##### Information given

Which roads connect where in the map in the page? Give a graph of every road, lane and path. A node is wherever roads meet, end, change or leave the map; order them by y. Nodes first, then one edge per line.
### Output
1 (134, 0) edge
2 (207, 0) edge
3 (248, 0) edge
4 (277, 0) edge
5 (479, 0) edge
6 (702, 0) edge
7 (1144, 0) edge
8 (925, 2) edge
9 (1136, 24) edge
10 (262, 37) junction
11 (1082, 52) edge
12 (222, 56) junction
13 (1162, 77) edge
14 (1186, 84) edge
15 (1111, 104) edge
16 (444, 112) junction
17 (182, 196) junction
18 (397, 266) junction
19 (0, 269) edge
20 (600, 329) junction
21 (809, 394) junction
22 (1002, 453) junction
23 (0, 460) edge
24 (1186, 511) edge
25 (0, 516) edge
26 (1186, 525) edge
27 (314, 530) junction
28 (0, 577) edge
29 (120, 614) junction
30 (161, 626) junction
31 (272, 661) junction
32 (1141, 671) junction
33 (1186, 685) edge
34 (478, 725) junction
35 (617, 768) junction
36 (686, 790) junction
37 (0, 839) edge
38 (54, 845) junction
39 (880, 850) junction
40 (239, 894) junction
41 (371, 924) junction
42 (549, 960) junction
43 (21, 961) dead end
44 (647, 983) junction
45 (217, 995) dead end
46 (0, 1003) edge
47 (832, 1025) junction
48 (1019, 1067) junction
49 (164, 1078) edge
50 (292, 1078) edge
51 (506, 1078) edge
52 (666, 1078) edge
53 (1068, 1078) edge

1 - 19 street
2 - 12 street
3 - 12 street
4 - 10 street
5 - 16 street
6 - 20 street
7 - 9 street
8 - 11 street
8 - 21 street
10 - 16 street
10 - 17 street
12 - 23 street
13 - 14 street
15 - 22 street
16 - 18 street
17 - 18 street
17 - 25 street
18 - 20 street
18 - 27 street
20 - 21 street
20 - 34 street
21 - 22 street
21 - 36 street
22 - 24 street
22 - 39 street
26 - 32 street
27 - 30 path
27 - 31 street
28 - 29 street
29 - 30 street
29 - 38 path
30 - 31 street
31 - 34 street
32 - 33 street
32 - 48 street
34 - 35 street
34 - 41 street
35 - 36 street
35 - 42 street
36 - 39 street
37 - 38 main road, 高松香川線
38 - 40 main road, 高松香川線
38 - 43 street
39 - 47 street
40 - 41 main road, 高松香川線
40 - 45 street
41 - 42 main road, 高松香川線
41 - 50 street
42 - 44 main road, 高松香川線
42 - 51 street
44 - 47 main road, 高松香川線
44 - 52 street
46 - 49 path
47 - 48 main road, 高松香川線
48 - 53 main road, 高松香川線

##########

Exercise → I would like the records restated exactly, with every line intact.

Result below →
Which roads connect where in the map in the page? Give a graph of every road, lane and path. A node is wherever roads meet, end, change or leave the map; order them by y. Nodes first, then one edge per line.
### Output
1 (134, 0) edge
2 (207, 0) edge
3 (248, 0) edge
4 (277, 0) edge
5 (479, 0) edge
6 (702, 0) edge
7 (1144, 0) edge
8 (925, 2) edge
9 (1136, 24) edge
10 (262, 37) junction
11 (1082, 52) edge
12 (222, 56) junction
13 (1162, 77) edge
14 (1186, 84) edge
15 (1111, 104) edge
16 (444, 112) junction
17 (182, 196) junction
18 (397, 266) junction
19 (0, 269) edge
20 (600, 329) junction
21 (809, 394) junction
22 (1002, 453) junction
23 (0, 460) edge
24 (1186, 511) edge
25 (0, 516) edge
26 (1186, 525) edge
27 (314, 530) junction
28 (0, 577) edge
29 (120, 614) junction
30 (161, 626) junction
31 (272, 661) junction
32 (1141, 671) junction
33 (1186, 685) edge
34 (478, 725) junction
35 (617, 768) junction
36 (686, 790) junction
37 (0, 839) edge
38 (54, 845) junction
39 (880, 850) junction
40 (239, 894) junction
41 (371, 924) junction
42 (549, 960) junction
43 (21, 961) dead end
44 (647, 983) junction
45 (217, 995) dead end
46 (0, 1003) edge
47 (832, 1025) junction
48 (1019, 1067) junction
49 (164, 1078) edge
50 (292, 1078) edge
51 (506, 1078) edge
52 (666, 1078) edge
53 (1068, 1078) edge

1 - 19 street
2 - 12 street
3 - 12 street
4 - 10 street
5 - 16 street
6 - 20 street
7 - 9 street
8 - 11 street
8 - 21 street
10 - 16 street
10 - 17 street
12 - 23 street
13 - 14 street
15 - 22 street
16 - 18 street
17 - 18 street
17 - 25 street
18 - 20 street
18 - 27 street
20 - 21 street
20 - 34 street
21 - 22 street
21 - 36 street
22 - 24 street
22 - 39 street
26 - 32 street
27 - 30 path
27 - 31 street
28 - 29 street
29 - 30 street
29 - 38 path
30 - 31 street
31 - 34 street
32 - 33 street
32 - 48 street
34 - 35 street
34 - 41 street
35 - 36 street
35 - 42 street
36 - 39 street
37 - 38 main road, 高松香川線
38 - 40 main road, 高松香川線
38 - 43 street
39 - 47 street
40 - 41 main road, 高松香川線
40 - 45 street
41 - 42 main road, 高松香川線
41 - 50 street
42 - 44 main road, 高松香川線
42 - 51 street
44 - 47 main road, 高松香川線
44 - 52 street
46 - 49 path
47 - 48 main road, 高松香川線
48 - 53 main road, 高松香川線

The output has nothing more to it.